> _WHAT YOU SHOULD DO_
Tally the lines in the material below that hold the string "joint" and report the tally alone.

::: SOURCE MATERIAL

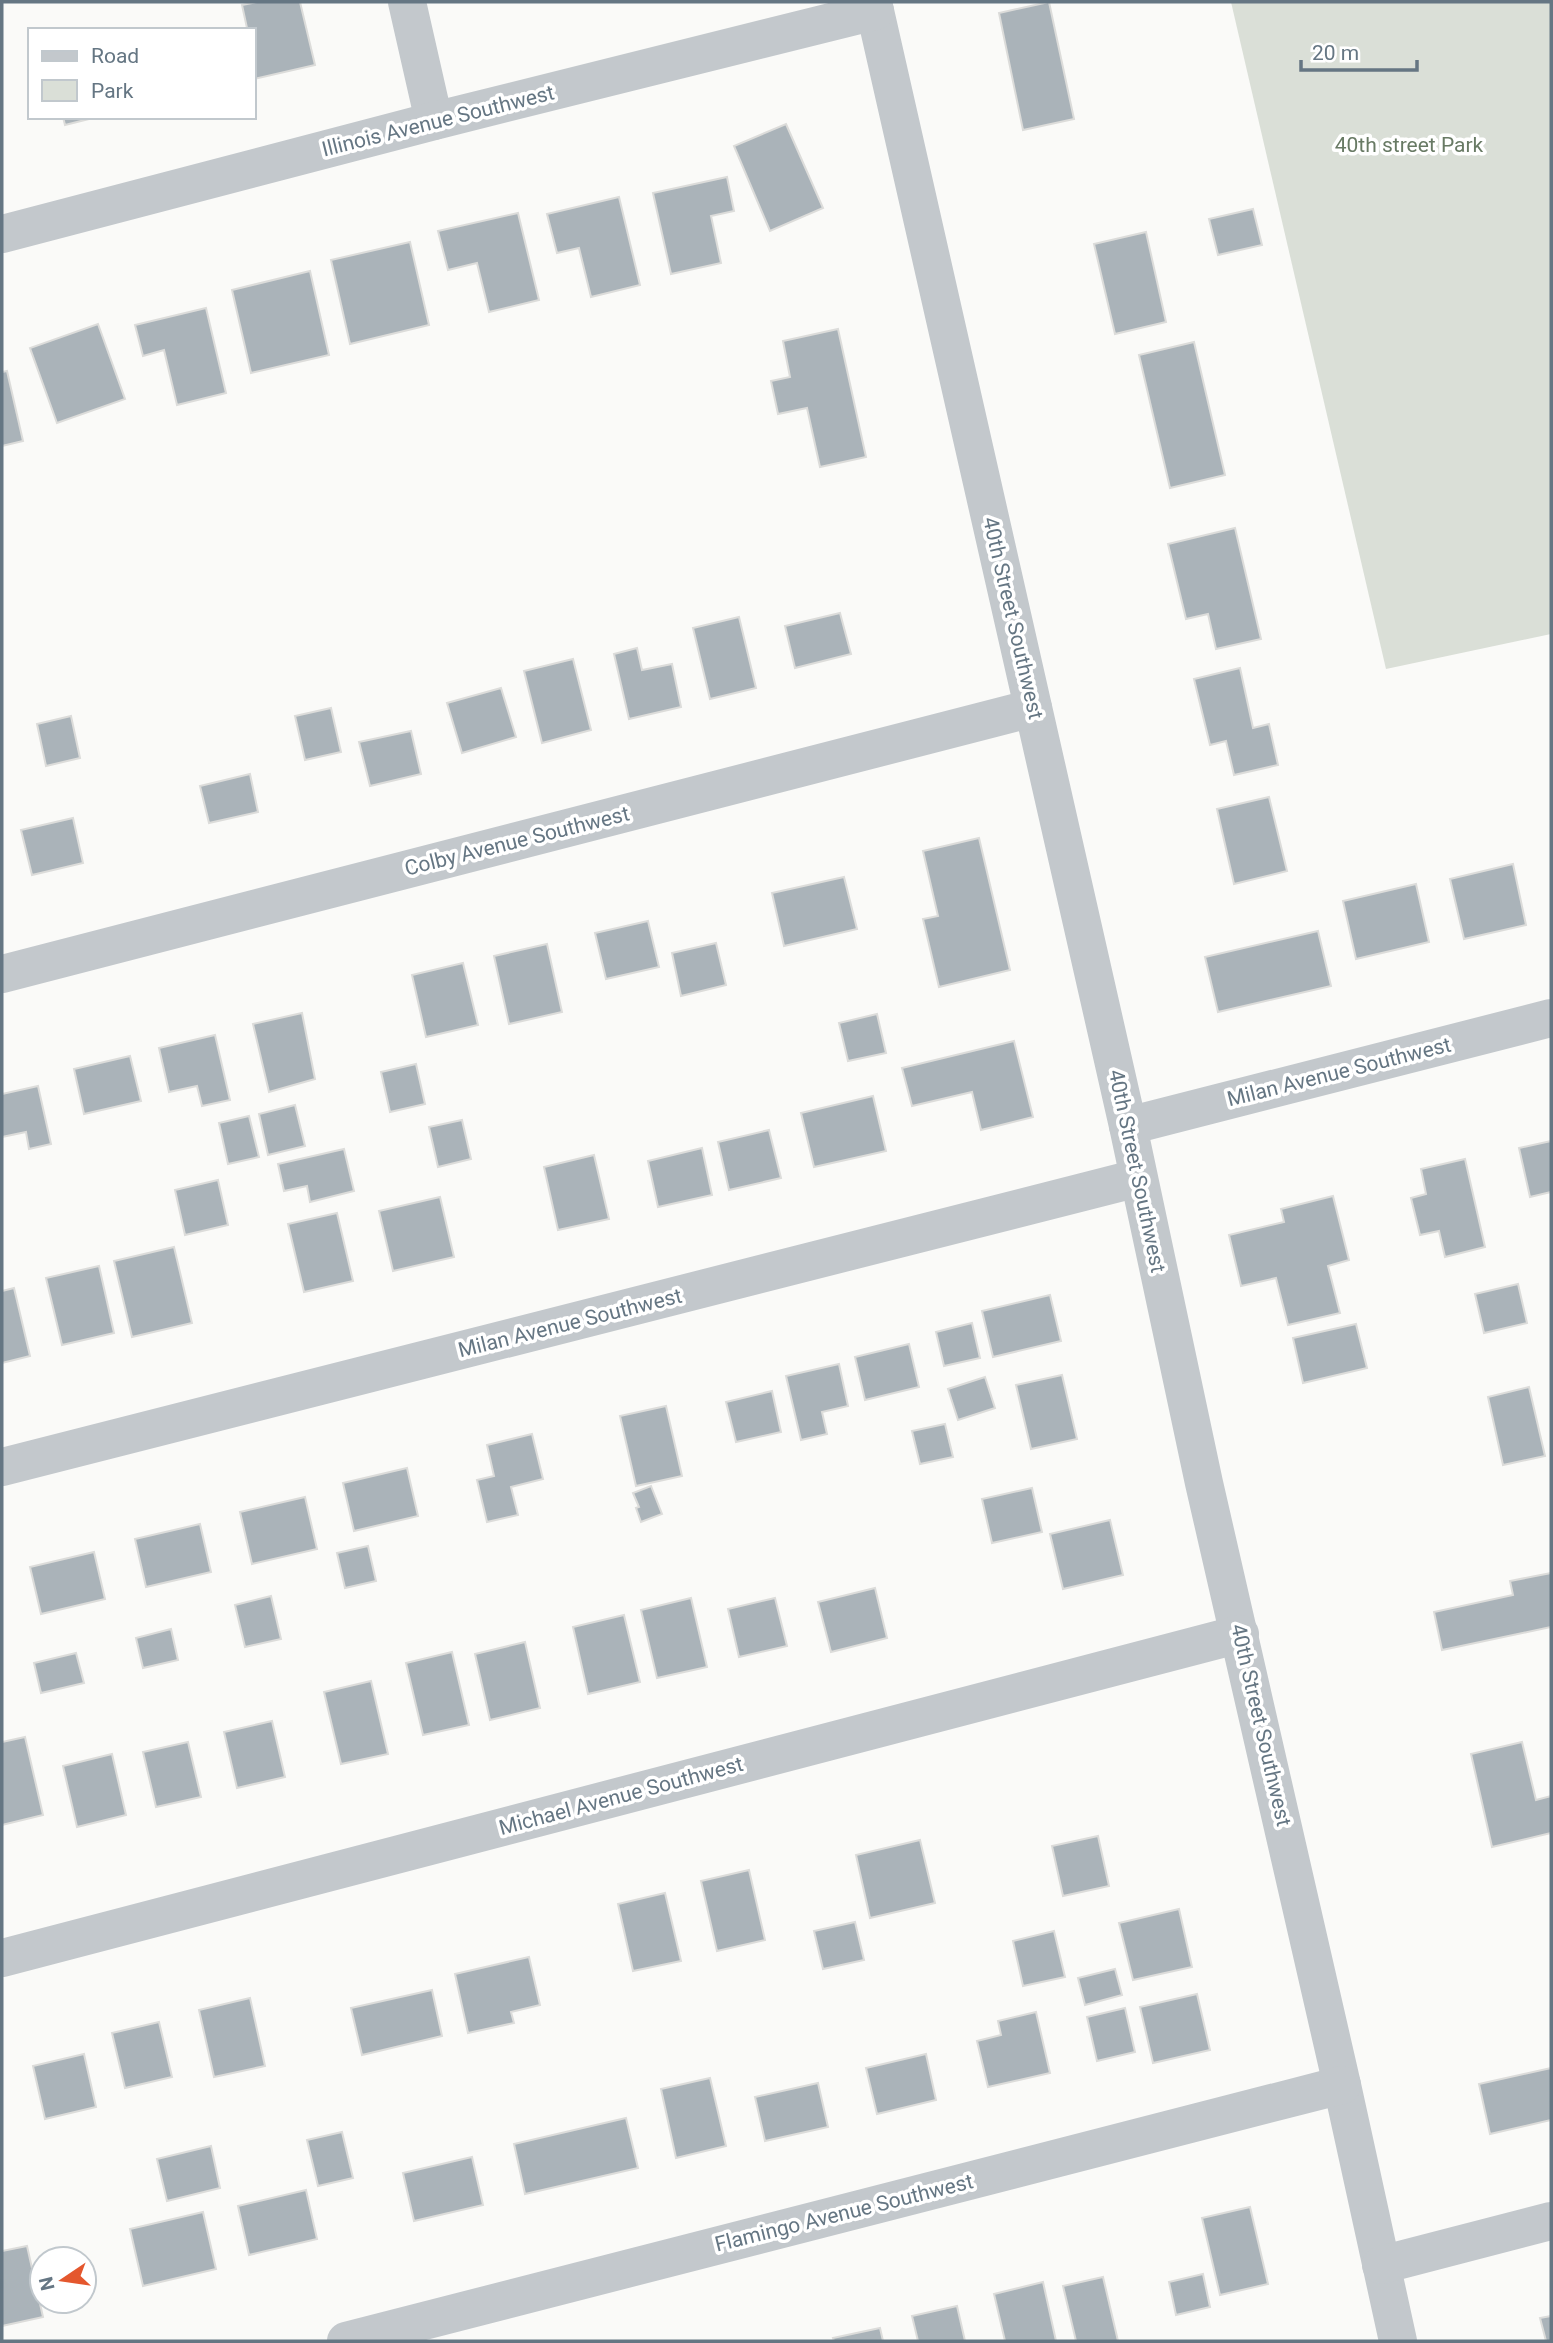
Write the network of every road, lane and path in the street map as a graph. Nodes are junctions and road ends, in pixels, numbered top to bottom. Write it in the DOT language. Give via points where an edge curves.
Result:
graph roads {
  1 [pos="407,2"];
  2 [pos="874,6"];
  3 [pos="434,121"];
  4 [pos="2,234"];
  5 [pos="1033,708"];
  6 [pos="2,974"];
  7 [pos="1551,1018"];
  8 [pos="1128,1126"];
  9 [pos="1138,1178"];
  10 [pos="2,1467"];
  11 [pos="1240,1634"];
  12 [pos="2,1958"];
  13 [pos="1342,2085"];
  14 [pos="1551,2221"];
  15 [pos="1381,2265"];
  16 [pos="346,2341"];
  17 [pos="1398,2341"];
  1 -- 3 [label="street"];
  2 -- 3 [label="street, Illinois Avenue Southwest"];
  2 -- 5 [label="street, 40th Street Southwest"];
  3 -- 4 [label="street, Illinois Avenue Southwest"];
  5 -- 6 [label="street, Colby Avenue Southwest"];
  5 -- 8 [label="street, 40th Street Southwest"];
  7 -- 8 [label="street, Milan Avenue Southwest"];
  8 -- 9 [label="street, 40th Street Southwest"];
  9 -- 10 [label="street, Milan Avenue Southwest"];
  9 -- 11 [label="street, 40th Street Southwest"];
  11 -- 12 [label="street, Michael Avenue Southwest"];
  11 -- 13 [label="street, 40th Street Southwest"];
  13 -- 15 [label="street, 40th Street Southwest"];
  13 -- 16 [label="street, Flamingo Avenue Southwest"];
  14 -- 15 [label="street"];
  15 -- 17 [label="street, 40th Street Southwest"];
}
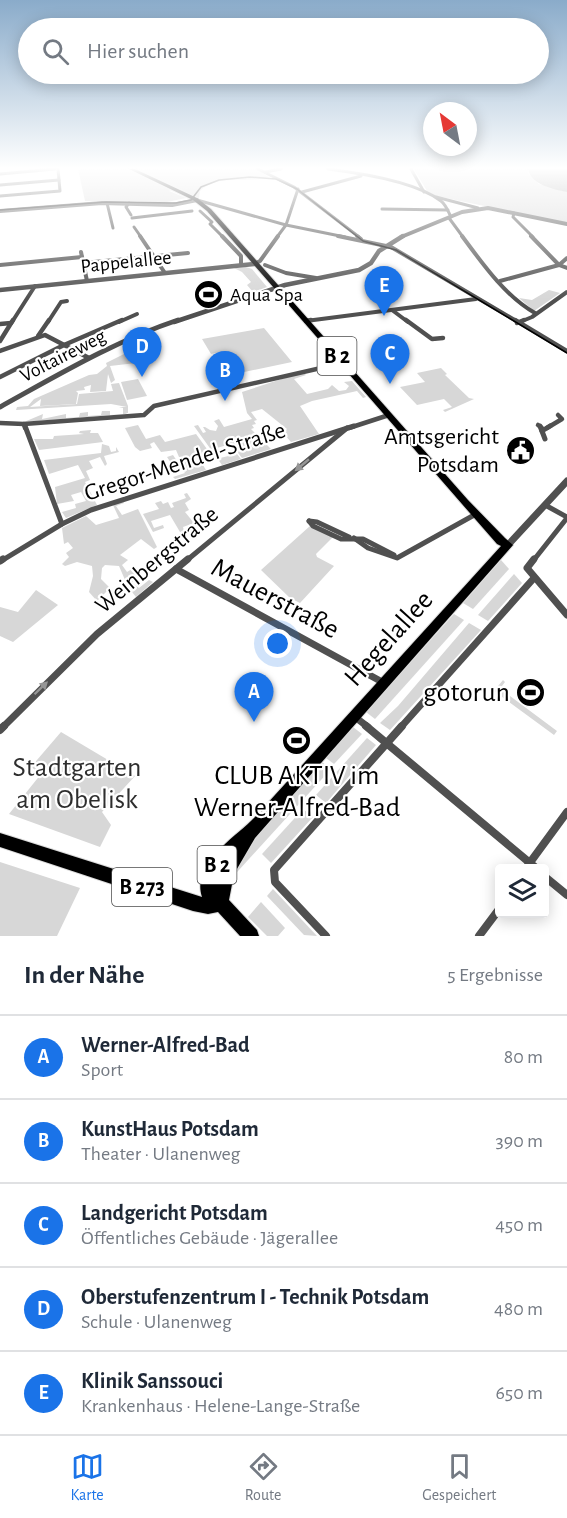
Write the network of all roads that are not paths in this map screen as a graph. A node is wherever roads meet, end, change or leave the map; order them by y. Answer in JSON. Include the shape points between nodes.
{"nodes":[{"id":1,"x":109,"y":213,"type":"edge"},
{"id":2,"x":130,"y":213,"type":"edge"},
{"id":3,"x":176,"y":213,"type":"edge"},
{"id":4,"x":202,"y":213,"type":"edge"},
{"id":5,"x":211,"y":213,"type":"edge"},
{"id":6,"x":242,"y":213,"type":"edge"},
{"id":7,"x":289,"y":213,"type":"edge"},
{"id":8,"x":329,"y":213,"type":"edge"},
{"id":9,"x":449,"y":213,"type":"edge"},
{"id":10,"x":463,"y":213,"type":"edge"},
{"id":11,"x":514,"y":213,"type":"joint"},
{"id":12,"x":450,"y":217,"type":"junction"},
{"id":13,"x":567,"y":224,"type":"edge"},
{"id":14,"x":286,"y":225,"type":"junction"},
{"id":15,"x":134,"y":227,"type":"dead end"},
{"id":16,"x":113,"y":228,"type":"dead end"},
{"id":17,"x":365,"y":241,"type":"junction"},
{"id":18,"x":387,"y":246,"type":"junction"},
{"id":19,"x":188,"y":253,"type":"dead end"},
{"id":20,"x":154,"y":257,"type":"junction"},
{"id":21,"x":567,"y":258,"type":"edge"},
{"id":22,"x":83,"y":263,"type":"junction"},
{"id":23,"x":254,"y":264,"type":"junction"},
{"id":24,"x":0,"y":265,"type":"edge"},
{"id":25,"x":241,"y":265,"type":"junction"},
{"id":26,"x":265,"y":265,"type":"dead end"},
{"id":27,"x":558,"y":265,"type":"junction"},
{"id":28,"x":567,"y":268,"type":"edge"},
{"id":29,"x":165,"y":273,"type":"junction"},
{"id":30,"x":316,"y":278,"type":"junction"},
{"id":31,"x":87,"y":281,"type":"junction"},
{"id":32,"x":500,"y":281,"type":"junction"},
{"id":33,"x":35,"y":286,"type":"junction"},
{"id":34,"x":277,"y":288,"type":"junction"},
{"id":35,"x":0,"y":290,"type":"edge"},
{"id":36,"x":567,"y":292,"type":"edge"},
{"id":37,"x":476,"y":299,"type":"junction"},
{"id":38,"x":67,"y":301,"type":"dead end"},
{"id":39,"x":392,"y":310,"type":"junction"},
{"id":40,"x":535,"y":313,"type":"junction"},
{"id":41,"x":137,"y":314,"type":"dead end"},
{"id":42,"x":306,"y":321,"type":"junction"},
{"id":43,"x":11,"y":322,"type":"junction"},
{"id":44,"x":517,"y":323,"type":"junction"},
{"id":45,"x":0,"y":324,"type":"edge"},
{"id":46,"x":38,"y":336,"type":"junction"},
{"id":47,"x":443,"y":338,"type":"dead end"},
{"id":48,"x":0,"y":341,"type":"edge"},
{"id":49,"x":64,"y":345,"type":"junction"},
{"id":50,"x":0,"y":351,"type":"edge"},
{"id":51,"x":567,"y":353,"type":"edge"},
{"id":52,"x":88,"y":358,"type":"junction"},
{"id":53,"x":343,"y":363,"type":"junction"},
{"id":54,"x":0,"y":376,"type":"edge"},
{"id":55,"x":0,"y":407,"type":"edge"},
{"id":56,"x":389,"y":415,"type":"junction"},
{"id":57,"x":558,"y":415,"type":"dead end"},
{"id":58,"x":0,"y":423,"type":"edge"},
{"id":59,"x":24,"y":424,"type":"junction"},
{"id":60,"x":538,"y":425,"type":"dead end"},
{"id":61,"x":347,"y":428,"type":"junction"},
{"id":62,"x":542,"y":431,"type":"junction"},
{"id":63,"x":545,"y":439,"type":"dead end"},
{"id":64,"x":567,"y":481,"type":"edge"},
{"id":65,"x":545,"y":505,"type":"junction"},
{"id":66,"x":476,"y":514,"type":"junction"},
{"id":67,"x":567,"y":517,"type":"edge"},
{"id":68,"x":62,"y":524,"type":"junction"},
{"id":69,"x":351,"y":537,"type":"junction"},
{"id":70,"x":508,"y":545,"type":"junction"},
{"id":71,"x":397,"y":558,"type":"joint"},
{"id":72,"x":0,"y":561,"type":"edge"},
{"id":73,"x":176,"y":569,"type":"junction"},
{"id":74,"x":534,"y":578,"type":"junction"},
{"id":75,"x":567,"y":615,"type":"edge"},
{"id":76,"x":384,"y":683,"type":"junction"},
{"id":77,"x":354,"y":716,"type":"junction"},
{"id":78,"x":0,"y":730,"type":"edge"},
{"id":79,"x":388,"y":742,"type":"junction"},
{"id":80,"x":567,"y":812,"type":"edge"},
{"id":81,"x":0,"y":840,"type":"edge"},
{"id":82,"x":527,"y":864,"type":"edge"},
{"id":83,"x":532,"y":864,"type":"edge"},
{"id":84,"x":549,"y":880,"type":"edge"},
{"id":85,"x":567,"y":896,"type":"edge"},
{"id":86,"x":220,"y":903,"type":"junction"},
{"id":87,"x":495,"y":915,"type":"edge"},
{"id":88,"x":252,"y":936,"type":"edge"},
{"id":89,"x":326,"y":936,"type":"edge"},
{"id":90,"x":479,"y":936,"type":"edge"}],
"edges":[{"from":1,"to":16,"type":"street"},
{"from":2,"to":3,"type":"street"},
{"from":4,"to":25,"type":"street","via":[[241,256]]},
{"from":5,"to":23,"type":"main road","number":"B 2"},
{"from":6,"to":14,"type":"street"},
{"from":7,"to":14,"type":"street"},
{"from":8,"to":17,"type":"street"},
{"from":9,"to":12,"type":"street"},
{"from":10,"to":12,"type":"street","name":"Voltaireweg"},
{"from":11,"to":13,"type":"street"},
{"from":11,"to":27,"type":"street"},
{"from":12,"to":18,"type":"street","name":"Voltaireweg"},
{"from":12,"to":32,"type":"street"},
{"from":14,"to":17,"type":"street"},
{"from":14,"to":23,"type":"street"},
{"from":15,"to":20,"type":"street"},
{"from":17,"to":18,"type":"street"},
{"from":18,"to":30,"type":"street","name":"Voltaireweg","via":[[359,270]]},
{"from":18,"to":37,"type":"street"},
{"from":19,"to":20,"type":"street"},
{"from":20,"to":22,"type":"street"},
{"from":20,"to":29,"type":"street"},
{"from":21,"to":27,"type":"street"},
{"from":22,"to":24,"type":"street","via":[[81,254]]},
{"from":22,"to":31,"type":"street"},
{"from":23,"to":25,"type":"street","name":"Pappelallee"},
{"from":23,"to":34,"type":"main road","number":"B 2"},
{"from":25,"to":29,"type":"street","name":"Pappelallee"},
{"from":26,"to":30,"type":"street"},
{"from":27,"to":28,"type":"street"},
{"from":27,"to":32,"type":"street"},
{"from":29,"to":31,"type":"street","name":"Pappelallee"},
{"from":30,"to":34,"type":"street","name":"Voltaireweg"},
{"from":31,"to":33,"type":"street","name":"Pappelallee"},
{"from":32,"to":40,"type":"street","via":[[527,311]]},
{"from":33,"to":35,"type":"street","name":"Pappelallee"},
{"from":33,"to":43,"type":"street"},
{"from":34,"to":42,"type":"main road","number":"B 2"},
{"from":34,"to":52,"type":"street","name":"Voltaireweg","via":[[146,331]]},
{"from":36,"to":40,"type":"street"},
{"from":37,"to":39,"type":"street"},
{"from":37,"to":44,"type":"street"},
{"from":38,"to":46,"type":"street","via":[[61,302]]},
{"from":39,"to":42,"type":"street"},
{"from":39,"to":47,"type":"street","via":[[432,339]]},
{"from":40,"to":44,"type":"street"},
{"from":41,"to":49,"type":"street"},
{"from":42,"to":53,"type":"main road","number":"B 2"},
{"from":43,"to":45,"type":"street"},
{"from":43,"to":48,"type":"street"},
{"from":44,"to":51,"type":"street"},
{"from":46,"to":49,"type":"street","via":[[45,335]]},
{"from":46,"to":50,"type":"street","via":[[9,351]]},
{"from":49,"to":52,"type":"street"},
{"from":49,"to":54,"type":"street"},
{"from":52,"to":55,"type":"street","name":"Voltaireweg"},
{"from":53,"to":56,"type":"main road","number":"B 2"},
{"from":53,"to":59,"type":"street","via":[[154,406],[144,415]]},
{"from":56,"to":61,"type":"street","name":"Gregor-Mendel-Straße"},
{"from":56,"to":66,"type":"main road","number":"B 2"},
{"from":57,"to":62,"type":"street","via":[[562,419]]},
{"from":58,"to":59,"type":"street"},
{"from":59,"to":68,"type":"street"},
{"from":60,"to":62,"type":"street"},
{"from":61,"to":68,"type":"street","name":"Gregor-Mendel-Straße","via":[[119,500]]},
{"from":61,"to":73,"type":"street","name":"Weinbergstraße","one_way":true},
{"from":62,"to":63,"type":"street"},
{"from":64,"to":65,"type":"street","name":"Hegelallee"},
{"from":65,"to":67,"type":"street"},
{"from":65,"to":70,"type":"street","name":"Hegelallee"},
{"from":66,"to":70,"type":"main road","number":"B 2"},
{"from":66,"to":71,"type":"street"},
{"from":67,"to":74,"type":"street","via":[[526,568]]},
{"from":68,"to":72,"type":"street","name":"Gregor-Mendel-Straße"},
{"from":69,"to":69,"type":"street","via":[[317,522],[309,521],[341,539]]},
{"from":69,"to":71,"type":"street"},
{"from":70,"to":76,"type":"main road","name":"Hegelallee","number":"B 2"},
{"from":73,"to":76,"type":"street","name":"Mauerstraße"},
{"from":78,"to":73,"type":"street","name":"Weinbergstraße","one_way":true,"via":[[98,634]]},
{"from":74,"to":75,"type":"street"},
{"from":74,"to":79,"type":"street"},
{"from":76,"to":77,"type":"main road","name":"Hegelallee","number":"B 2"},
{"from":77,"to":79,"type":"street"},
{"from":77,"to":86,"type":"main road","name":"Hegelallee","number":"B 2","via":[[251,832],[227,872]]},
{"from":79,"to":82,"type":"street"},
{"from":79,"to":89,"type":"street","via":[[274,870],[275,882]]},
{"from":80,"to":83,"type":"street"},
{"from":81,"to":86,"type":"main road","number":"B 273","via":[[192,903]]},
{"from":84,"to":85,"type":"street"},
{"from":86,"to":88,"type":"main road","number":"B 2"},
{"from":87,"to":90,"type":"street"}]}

::::::

> _TASK RESULT_
2